# Evaporator coil



## Rmoll (Aug 11, 2017)

Look to get some help picking the right coil for a ac install. 
Oil furnace installed 22 3/8w 20d not much hight Clarence 
Installing a Goodman 13 seer 2 ton unit. Can't seem to find a coil to fit the furnace cabinet. Any help would be appreciated.


----------



## madjr12 (Feb 16, 2018)

Well many years ago, when I was a residential installer, we would always install the coil at least 6 inches above the oil furnace cabinet. This would ensure the hi heat from the oil furnace wouldn’t melt the cheap plastic condensate pan. However, with a height restriction , this may not be possible. If your plenum has 1 main trunk duct coming off of it, is it possible to install a vertical coil in the main trunk before any branch duct?
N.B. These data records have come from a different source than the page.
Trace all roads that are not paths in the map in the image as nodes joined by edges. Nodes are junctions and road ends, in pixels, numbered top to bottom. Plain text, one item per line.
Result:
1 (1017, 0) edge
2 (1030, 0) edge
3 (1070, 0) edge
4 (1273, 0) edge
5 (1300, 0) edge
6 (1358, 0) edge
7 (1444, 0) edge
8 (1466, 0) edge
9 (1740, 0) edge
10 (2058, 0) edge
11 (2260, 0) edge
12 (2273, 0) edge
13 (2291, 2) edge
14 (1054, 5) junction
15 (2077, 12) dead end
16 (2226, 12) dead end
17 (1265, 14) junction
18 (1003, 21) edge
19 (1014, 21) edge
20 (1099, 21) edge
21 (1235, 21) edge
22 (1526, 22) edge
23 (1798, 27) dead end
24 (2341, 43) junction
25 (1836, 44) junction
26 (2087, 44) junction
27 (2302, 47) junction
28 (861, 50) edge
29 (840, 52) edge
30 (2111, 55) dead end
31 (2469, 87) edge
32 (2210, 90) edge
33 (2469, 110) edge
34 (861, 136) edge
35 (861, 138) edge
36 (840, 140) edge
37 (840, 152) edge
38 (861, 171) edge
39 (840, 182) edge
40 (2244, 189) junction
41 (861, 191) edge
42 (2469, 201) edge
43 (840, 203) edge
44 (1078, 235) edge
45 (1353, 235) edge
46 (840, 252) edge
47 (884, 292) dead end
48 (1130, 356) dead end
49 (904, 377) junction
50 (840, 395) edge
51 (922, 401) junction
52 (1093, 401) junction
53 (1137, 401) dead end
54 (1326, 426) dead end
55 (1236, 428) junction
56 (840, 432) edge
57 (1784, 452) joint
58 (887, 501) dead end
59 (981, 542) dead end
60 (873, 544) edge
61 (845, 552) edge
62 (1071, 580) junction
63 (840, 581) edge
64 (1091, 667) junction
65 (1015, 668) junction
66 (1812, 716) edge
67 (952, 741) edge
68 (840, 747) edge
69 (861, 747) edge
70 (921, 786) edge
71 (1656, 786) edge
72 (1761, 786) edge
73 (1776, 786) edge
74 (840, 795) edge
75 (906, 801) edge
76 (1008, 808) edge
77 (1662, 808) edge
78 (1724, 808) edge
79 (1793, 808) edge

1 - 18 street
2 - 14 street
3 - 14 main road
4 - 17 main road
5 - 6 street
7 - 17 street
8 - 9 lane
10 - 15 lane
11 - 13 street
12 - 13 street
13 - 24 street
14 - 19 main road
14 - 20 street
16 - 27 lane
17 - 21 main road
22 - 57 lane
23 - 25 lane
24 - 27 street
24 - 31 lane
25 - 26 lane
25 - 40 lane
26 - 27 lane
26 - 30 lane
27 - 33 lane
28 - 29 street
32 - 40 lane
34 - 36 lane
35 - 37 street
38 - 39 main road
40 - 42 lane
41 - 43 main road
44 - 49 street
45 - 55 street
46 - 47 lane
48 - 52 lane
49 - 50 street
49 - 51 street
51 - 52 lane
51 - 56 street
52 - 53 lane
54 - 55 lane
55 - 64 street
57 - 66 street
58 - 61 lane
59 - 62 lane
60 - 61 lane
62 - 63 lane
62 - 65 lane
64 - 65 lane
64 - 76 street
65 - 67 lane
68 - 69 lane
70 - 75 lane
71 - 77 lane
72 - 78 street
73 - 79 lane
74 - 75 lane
Sent from my iPhone using Tapatalk


----------



## madjr12 (Feb 16, 2018)

Well many years ago, when I was a residential installer, we would always install the coil at least 6 inches above the oil furnace cabinet. This would ensure the hi heat from the oil furnace wouldn’t melt the cheap plastic condensate pan. However, with a height restriction , this may not be possible. If your plenum has 1 main trunk duct coming off of it, is it possible to install a vertical coil in the main trunk before any branch duct


Sent from my iPhone using Tapatalk


----------



## droopylee95 (Feb 26, 2018)

Rmoll said:


> Look to get some help picking the right coil for a ac install.
> Oil furnace installed 22 3/8w 20d not much hight Clarence
> Installing a Goodman 13 seer 2 ton unit. Can't seem to find a coil to fit the furnace cabinet. Any help would be appreciated.


If you have a wholesale house that Carries heil or icp (southern refrigeration here) you can get a N coil that pretty much only thing we used on fossil fuel or trailer furnaces. They usually fit well an round 14 to 16 inch tall. 
Just make sure you get all sides sealed. Installers left one side with no shelf to set on an air was bypassing coil. 

Sent from my SM-G930R4 using Tapatalk


----------